Jose Maanmieli February 3, 2026

The importance of trade and what we ambiguously call “money” demonstrates a simple fact: humans are natural cooperators. Evolutionarily, this is no surprise. Agents gain more if they manage to coordinate on mutual contribution than if they act alone.

Any subset of a population that succeeds in coordinating on such cooperation will tend to outcompete those that do not. The evolutionary problem is therefore not why agents would want to help one another, but how such agents can find one another across time and space.

The specific difficulty is this: deferred reciprocity requires that contributors be identifiable after the act of contribution and in the absence of memory.

Animal signals

The essence of the problem is signaling.

Consider a population of agents who wish to help one another whenever possible. Suppose agent j helps agent i at time t₁. At time t₂, agent j encounters agent k and needs help.

For deferred reciprocity to function, j must be identifiable by k (who might be the same as i).

Ordinary signals — such as marks, gestures, or speech — cannot solve this problem. If agent j emits a signal that agent i can also emit, the signal cannot uniquely identify agent j. Agent i may emit the same signal and be helped by k at time t₂, even if only agent j has contributed.

This is why promises, declarations, reputational claims, and symbolic badges and tokens fail without a prior rule. What agents require is not mere communication, but a signal that only the contributing agent can emit.

Transferability and objecthood

Transferability is a necessary condition for such exclusivity.

Consider the difference between a balance on an account and a bearer instrument. A balance is a signal that can be re-emitted — anyone can replenish an account. A bearer instrument irrevocably transfers signaling capacity when passed on. The sender can no longer signal.

This is an essential feature: the ability to transfer signaling capacity from one agent to another, disabling the sender from signaling again. The signal thus acquires the character of an object — a structure whose control confers signaling capacity and whose transfer reallocates that capacity.

This object enables a simple decision:

Agent j helps agent i if and only if agent i transfers the object to j.

The holder of the object is thereby identifiable. No assumptions about trust, value, or prior rules are required. Identification is carried by the object.

Uniqueness

Transferability is necessary but not sufficient.
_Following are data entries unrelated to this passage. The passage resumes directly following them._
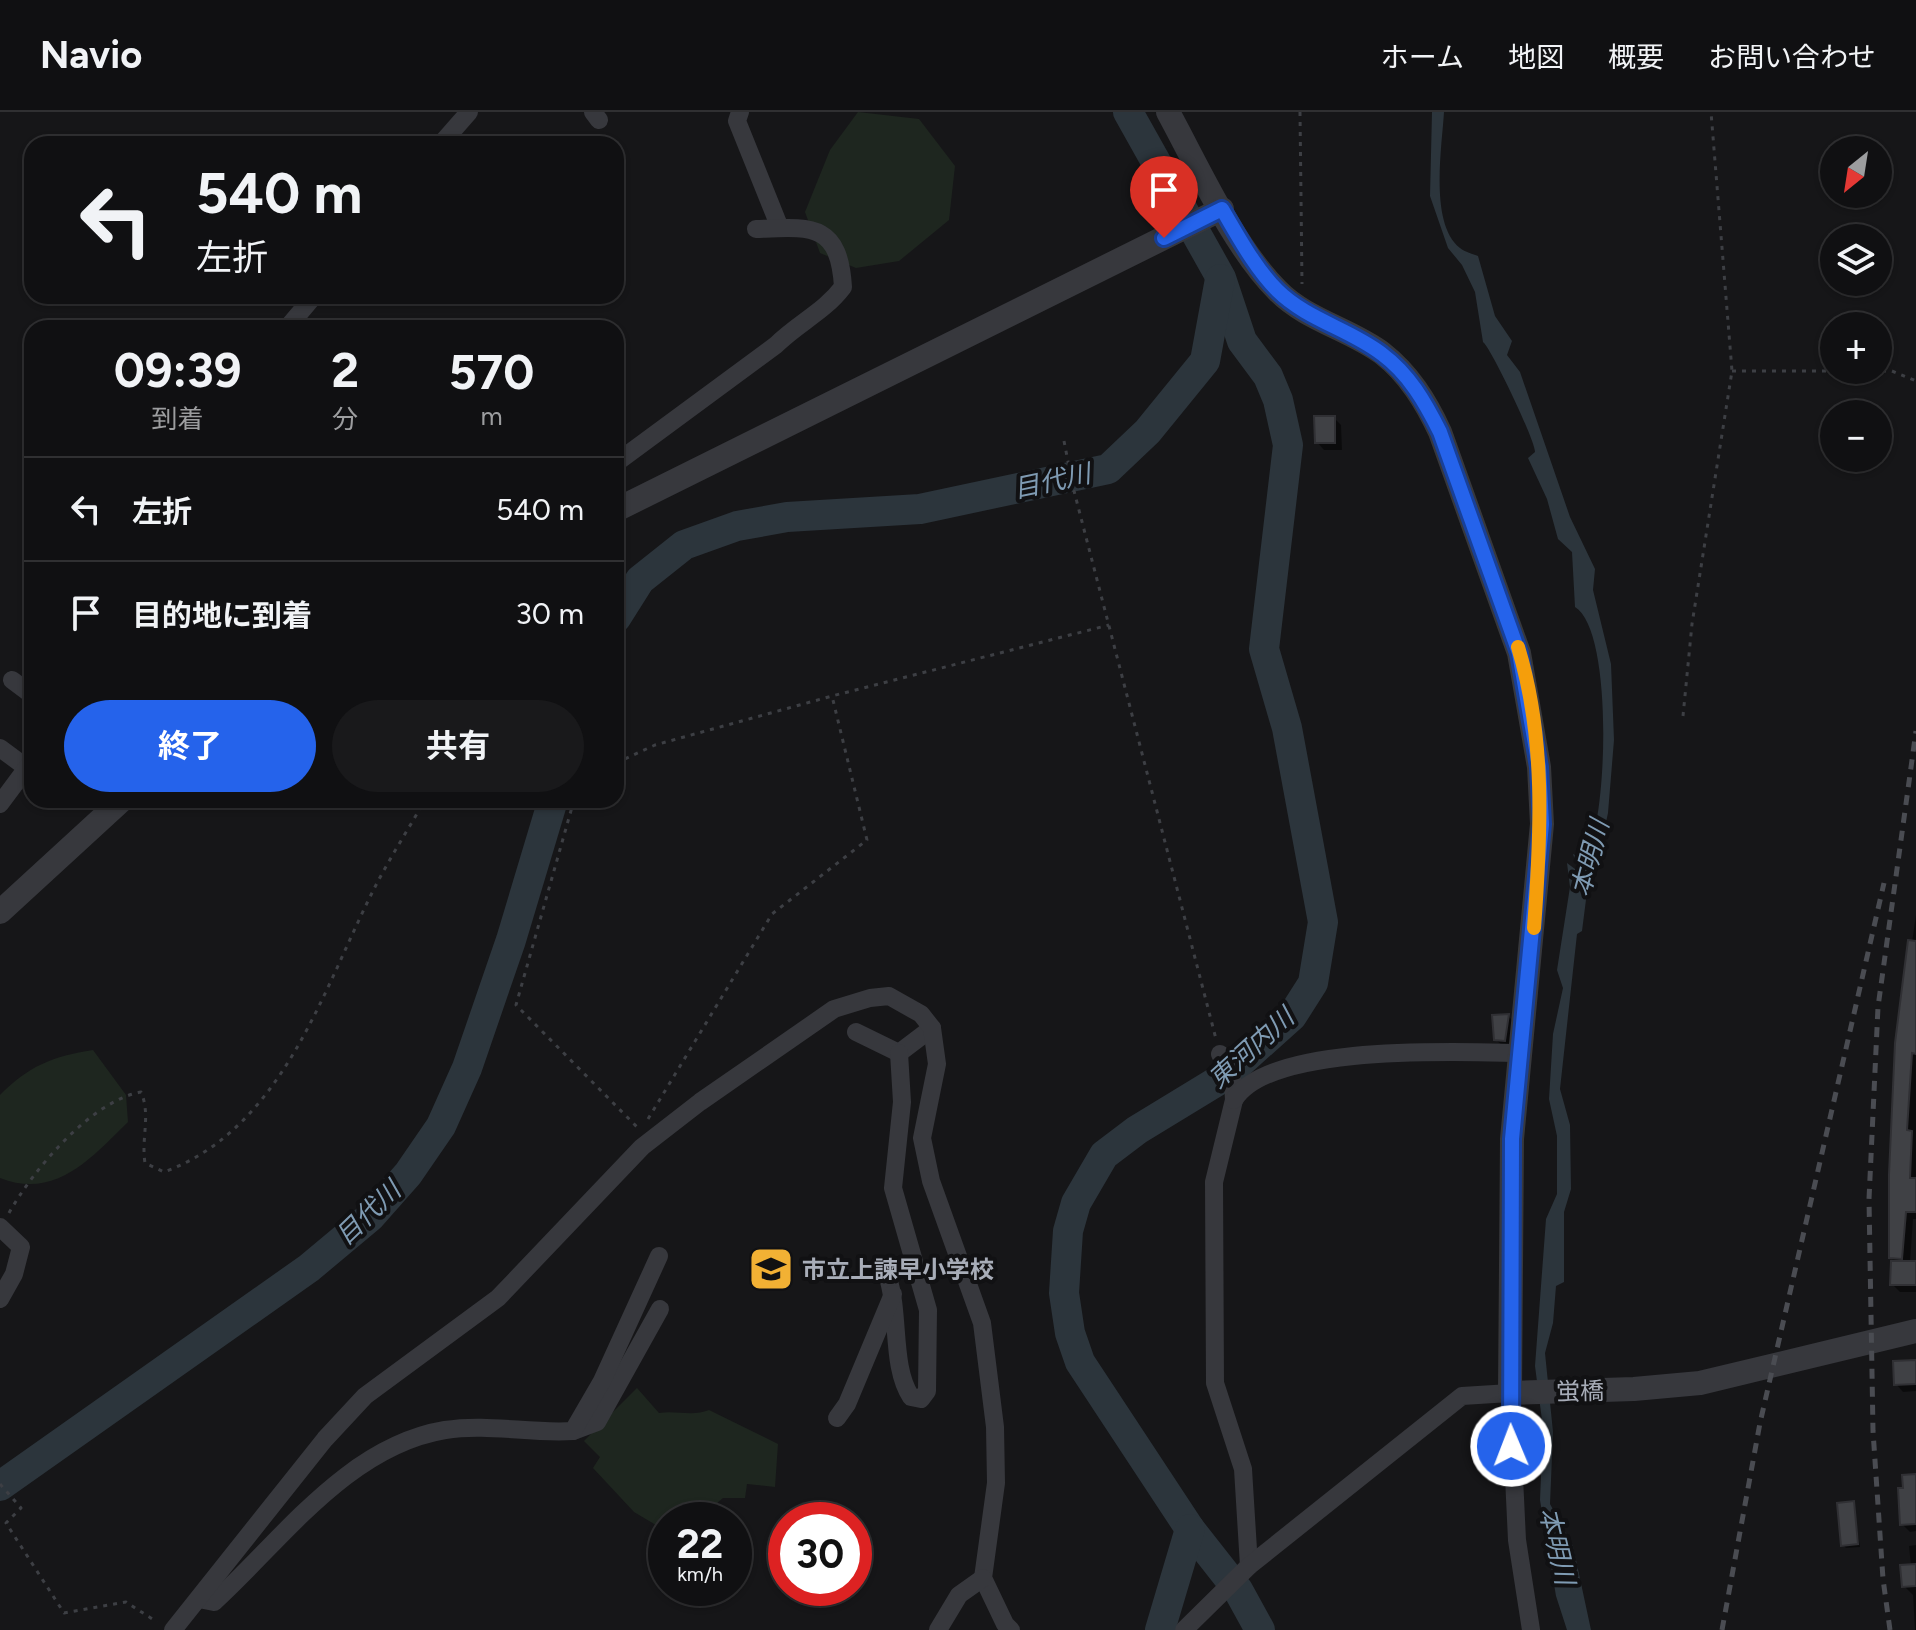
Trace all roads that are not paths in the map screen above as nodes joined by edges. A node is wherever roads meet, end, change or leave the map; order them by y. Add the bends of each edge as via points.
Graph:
1 (469, 112) edge
2 (740, 112) edge
3 (1168, 112) edge
4 (448, 136) edge
5 (1217, 212) junction
6 (780, 228) junction
7 (756, 229) dead end
8 (307, 304) edge
9 (294, 320) edge
10 (624, 457) edge
11 (624, 506) edge
12 (12, 680) dead end
13 (24, 689) edge
14 (0, 748) edge
15 (24, 761) edge
16 (24, 772) edge
17 (0, 804) edge
18 (113, 808) edge
19 (0, 912) edge
20 (932, 1028) junction
21 (856, 1032) dead end
22 (899, 1053) junction
23 (1520, 1053) junction
24 (1220, 1054) road end
25 (1234, 1091) junction
26 (1, 1227) edge
27 (659, 1256) dead end
28 (0, 1299) edge
29 (660, 1309) dead end
30 (1916, 1331) edge
31 (1518, 1392) junction
32 (837, 1418) dead end
33 (573, 1431) junction
34 (1245, 1570) junction
35 (983, 1578) junction
36 (199, 1599) junction
37 (1189, 1628) edge
38 (173, 1630) edge
39 (938, 1630) edge
40 (1011, 1630) edge
41 (1531, 1630) edge

1 - 4 street
2 - 6 street via 737,121
3 - 5 street
5 - 11 street
5 - 23 street via 1277,290 1381,353 1424,399 1445,444 1519,653 1539,767 1542,824
6 - 7 street
6 - 10 street via 824,233 837,248 843,287 814,318
8 - 9 street
12 - 13 street
14 - 15 street
16 - 17 street
18 - 19 street
20 - 22 street
20 - 35 street via 937,1064 922,1138 931,1181 982,1323 995,1427 996,1483
20 - 36 street via 921,1014 889,996 851,1003 834,1009 689,1110 642,1147 498,1298 365,1396
21 - 22 street
22 - 32 street via 902,1102 893,1188 928,1310 927,1391 921,1399 911,1397 902,1383 891,1286
23 - 25 street via 1332,1056
23 - 31 street via 1512,1139
24 - 25 street
25 - 34 street via 1214,1182 1215,1383 1243,1469
26 - 28 street via 21,1247
27 - 33 street
29 - 33 street via 597,1422
30 - 31 street, 蛍橋 via 1700,1383
31 - 34 street via 1462,1396
31 - 41 street via 1517,1540
33 - 36 street via 489,1427 445,1430 404,1442 321,1498 214,1602
34 - 37 street
35 - 39 street via 959,1595
35 - 40 street
36 - 38 street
If multiple agents can hold equivalent objects, two agents would be able to signal the same contribution even if only one had contributed.

This is why mere material concreteness is insufficient. A coin or a note may be transferable and recognizable, but if it belongs to a class with more than one member, it does not uniquely identify a contributor by its intrinsic properties.

Therefore, the object must be unique: the only member of its class, either as a whole or as a verifiable part of a divisible, unique whole. The scarcity of a substance such as gold matters only insofar as it preserves this uniqueness.

Money and credit

At this point, money can be defined minimally, without reference to social or cultural criteria:

Money is a unique object whose transfer secures reciprocity.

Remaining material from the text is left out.